Sebastian: We have always wanted to combine the two in terms of both design and functionality. It’s better to be able to use just one bag for both outdoor pursuits and for going to work; a weekend trip or to the nightclub. Living in Stockholm, or Sweden in general, nature is always close. So the perfect bag is a bag you can use for all activities.

END.: Sandqvist’s product is a careful blend of form and function, and there’s a big focus on durability and repairability. Why are these factors important to you?

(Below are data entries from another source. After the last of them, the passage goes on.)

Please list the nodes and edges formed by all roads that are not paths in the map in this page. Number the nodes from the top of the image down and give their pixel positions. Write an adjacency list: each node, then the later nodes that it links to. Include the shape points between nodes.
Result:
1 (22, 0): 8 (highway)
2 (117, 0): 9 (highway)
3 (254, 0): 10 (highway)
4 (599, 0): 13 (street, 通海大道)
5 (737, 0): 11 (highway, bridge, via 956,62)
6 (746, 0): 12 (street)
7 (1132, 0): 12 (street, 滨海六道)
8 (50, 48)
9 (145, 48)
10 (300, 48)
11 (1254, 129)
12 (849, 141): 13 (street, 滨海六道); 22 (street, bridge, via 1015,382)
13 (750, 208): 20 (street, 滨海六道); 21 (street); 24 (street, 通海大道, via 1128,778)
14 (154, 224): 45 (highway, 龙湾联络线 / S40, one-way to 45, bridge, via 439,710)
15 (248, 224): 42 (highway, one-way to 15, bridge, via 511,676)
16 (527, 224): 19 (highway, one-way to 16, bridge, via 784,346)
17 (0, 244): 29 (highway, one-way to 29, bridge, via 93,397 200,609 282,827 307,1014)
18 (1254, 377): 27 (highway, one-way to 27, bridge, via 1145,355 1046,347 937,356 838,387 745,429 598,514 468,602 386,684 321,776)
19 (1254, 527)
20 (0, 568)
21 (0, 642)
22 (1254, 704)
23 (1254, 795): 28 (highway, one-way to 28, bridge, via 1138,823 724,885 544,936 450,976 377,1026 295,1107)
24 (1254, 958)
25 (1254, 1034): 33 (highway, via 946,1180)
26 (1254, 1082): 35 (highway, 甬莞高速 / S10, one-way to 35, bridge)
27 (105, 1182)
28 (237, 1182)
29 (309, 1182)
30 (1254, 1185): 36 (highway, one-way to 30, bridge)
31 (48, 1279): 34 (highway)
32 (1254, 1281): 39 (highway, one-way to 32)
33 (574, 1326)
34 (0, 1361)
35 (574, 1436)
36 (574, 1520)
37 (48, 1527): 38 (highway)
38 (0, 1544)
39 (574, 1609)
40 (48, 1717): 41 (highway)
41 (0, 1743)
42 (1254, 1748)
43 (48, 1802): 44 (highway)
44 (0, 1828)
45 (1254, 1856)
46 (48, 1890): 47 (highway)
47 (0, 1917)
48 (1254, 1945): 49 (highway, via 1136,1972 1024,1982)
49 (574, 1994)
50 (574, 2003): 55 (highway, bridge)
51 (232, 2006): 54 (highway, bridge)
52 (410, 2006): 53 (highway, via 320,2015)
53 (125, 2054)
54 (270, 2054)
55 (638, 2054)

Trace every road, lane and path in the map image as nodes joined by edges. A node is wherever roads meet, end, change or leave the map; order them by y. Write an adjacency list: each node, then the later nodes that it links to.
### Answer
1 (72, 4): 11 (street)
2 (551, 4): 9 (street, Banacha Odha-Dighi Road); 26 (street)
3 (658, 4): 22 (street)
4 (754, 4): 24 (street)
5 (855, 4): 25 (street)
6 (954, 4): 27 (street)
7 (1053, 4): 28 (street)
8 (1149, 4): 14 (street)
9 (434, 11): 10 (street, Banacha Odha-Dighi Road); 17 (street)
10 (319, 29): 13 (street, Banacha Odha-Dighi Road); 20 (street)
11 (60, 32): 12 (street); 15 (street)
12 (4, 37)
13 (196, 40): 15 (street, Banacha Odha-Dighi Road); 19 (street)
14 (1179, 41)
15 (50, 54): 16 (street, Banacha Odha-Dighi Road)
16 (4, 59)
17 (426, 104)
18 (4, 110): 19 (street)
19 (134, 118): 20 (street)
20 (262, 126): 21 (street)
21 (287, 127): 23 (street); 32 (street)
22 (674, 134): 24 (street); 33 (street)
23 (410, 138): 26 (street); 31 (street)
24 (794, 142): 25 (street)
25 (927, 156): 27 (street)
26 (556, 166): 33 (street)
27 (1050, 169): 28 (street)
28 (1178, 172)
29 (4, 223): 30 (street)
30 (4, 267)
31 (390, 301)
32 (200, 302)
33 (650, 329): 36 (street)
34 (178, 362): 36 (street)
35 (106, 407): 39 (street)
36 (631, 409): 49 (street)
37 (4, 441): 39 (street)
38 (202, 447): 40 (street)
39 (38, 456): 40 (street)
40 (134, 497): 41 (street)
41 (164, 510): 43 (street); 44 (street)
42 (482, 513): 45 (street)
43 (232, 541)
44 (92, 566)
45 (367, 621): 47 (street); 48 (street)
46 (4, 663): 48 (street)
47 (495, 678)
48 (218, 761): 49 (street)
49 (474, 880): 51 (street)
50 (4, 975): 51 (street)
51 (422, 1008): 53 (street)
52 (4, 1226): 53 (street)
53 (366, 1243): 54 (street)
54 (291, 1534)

Sebastian: I guess, that from an early start in the outdoor world we wanted something functional with as few perishable or breakable elements as possible, and to design in a way that if there was a breakage it would be easy to fix. There is something really nice about sturdy and durable materials. I’ve always loved to wear really good quality outdoor clothing, because it gives you a sense of safety and offers that extra boost of keeping warm and dry. I guess it’s the same thing with bags, you want the bag to be like an extra layer to the body, adding functionality and comfort. Although we don’t design hiking bags made for several days on the mountain, the inspiration comes from that world and from that community since that’s what we have grown up doing. But we wanted to add something extra, and that’s where the multiple use factor comes into the brand. A big focus is also the sustainability part of it. It’s better to fix and reuse than to buy a new product. And we want to make long lasting bags. We understand that stuff happens when you use your product, whether it’s a bag, a car, or a pair of shoes and sometimes it breaks. Being able to have our own professionals repairing or changing parts is really important and a great service. I wish more brands would start doing the same.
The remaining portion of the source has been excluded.